Exercise brief
This exercise asks for every line of the material that contains the word "Çankaya".

Record excerpts
========================================================================

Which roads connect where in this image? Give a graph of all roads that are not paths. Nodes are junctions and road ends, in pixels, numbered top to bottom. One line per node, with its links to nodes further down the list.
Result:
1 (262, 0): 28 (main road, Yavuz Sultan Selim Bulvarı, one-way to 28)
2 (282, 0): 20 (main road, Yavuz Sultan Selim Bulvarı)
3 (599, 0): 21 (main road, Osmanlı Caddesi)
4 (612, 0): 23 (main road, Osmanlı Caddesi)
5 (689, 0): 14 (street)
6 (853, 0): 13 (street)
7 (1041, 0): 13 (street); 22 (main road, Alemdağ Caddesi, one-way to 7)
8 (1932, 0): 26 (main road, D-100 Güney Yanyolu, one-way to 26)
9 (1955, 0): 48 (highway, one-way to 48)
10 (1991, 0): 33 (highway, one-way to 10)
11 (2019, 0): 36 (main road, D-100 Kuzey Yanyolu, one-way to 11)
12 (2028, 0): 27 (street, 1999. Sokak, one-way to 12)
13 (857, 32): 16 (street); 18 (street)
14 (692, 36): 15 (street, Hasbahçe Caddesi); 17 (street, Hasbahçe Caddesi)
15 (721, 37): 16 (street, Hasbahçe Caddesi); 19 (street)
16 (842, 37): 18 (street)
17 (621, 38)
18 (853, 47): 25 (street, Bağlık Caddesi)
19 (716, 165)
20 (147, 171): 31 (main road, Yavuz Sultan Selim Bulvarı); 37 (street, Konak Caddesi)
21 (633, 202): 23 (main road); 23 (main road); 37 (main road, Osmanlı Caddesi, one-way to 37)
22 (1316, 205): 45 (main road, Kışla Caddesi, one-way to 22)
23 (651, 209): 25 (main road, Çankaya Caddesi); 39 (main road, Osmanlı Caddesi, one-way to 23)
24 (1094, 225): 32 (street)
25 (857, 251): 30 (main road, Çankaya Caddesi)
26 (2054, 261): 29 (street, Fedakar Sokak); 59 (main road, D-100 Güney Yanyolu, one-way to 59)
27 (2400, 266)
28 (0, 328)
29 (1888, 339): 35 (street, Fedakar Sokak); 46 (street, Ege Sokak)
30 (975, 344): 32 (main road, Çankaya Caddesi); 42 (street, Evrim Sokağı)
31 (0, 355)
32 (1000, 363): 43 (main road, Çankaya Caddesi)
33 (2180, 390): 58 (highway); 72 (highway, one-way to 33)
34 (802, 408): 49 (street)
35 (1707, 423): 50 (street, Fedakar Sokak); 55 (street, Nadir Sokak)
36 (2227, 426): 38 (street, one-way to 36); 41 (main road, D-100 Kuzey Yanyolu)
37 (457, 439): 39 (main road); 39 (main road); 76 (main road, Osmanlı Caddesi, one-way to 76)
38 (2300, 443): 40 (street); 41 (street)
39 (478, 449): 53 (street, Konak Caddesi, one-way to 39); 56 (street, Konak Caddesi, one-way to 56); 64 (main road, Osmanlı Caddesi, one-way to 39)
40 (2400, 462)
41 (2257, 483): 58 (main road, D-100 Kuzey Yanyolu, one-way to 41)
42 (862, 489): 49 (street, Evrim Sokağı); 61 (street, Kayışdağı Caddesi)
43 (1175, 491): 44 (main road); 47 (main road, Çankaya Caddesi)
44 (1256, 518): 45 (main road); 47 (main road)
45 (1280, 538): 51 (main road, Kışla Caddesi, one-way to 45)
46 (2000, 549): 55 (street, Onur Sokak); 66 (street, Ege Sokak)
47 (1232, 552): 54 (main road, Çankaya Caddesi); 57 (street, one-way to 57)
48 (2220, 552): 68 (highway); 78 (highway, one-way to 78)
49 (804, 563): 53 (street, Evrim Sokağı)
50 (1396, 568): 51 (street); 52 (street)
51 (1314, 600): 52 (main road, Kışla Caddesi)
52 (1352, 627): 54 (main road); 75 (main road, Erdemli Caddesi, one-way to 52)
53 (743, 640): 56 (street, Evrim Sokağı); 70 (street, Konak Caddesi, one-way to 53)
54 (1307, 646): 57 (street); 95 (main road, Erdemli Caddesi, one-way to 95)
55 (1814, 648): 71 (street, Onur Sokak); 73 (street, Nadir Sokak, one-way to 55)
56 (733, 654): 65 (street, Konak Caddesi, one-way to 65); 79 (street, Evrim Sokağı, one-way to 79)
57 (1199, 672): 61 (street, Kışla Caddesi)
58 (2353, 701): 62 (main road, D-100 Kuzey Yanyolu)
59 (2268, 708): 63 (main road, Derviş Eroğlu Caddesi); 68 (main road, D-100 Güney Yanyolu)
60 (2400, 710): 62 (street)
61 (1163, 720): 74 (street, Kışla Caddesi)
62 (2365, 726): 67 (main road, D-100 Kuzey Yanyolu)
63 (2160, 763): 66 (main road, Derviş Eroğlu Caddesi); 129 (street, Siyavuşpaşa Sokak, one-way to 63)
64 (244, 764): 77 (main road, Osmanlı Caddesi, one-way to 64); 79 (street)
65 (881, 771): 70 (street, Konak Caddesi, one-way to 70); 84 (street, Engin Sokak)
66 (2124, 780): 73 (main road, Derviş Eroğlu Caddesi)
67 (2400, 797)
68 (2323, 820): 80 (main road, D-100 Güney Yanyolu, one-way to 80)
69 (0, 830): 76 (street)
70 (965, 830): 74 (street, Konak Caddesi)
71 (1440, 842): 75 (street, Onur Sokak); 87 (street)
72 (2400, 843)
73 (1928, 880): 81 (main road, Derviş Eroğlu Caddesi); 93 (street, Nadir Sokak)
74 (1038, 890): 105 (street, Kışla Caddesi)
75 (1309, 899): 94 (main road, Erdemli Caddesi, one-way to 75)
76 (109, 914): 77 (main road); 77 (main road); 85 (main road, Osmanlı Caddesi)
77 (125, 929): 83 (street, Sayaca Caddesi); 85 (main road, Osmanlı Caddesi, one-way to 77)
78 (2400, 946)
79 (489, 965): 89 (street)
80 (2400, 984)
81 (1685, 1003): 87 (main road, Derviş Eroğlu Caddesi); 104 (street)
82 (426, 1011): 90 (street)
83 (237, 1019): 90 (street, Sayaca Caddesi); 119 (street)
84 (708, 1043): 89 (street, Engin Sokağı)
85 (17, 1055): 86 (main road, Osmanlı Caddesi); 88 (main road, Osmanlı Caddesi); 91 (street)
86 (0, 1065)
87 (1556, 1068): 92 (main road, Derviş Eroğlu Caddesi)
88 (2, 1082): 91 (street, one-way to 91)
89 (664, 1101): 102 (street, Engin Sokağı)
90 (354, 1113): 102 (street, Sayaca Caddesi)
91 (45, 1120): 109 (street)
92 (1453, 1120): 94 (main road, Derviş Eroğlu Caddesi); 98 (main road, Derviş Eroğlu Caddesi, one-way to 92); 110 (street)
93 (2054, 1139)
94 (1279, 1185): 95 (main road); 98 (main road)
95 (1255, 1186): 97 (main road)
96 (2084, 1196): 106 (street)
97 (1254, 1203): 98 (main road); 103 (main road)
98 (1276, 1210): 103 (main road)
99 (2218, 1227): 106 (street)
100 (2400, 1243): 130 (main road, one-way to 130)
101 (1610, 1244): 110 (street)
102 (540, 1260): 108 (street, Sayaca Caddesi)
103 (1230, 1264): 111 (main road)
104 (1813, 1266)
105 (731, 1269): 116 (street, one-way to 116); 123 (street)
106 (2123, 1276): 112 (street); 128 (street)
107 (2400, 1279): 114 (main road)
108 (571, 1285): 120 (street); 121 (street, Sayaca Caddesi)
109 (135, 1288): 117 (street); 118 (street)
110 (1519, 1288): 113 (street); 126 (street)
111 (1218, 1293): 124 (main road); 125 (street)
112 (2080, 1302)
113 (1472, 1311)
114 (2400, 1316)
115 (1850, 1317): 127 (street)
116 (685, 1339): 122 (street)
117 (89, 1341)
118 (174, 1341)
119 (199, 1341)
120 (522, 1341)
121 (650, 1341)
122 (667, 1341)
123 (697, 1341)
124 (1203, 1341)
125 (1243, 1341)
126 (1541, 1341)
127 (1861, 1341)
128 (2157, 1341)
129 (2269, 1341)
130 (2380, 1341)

========================================================================

Expected answer
23 (651, 209): 25 (main road, Çankaya Caddesi); 39 (main road, Osmanlı Caddesi, one-way to 23)
25 (857, 251): 30 (main road, Çankaya Caddesi)
30 (975, 344): 32 (main road, Çankaya Caddesi); 42 (street, Evrim Sokağı)
32 (1000, 363): 43 (main road, Çankaya Caddesi)
43 (1175, 491): 44 (main road); 47 (main road, Çankaya Caddesi)
47 (1232, 552): 54 (main road, Çankaya Caddesi); 57 (street, one-way to 57)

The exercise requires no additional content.